SoGo does not fit with our vision as it is too integrated into the SoGo bundle. Webmail should not have a Card/CalDav server and should not depend on a database. If someone wants SoGo, they can install it, however, we dislike the project to maintain. They could have chosen to make SoGo modular, with a separate CalDav server, separate ActiveSync modules, separate clients which can all be re-utilized by the community. However, the agenda of company behind SoGo is different. The bundle is what brings them support contracts. Email hosting is a complicated beast on its own, and adding a big chunk of 3rd party “open source” Objective-C code on top only one company maintains (three developers in total!)? That is exactly the business model which left us with the existing webmail carcasses.
Alps: easy to deploy, use and audit for everyone
We need something KISS, light and fresh that is easy to audit, extend, modify and administer. We initially started building our own webmail client and looked into languages that have most complete IMAP libraries as we did not really want to go into reinventing the wheel over and over again. We then found out Go cuts the bill and the libraries for IMAP and email were mostly written and maintained by a single man – Simon Ser. Instead of building a product around libraries ourselves that would really make 90% of the final product, we decided to sponsor Simon & Drew (from SourceHut) to take the lead on the task. This approach serves everyone and further builds the email libraries for the community. Webmail is not our business but we benefit from a good, maintained webmail out there. This makes it perfect case for supporting it as open-source.
I hope that gives you a bit of our thinking around going into Alps development. We are still far from the finish line here, but the development will speed up in the coming months.

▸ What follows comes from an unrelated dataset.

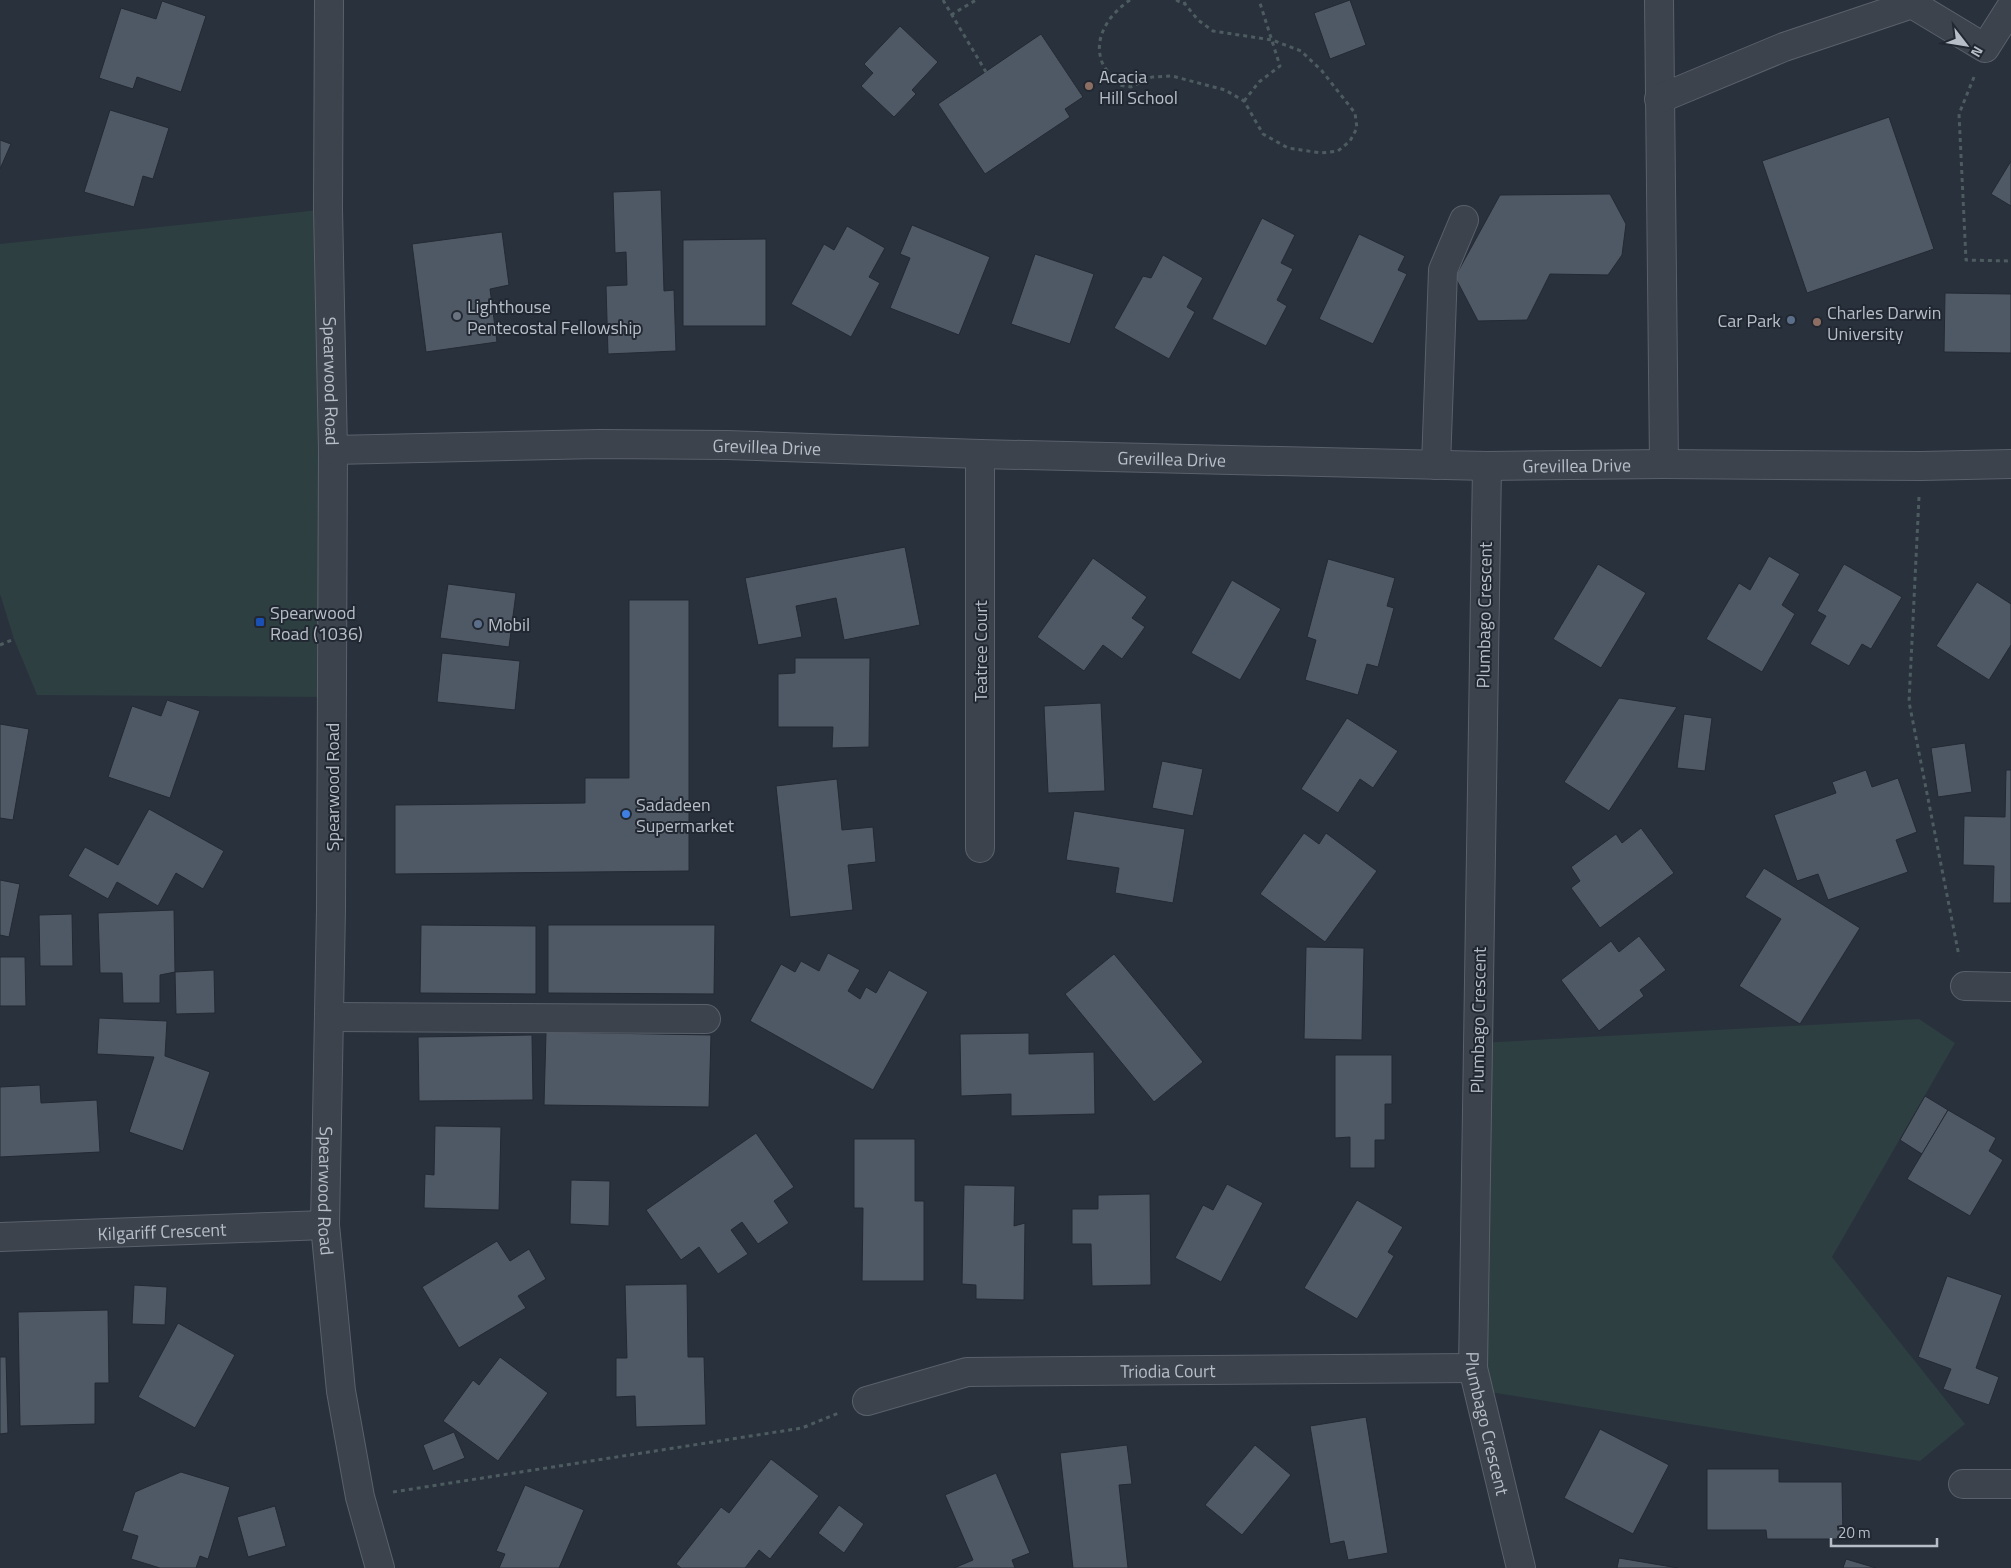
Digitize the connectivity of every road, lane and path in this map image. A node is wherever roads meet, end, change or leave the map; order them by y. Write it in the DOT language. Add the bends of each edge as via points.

To conclude, Alps is filling the gap and offering us a robust solution written in a secure programming language versus PHP. It also utilizes Go’s email ecosystem developed by free/libre software developer like Mr Simon, who also happens to be the lead developer for Alps at Sourcehut. I am convinced that this free/libre webmail project has what it takes to thrive into what Squirrel-mail was back in the days. It is a promising vanilla modern webmail project with focus on privacy and security from day 1. I cannot wait any further to deploy it on all personal and professional mail servers I know of.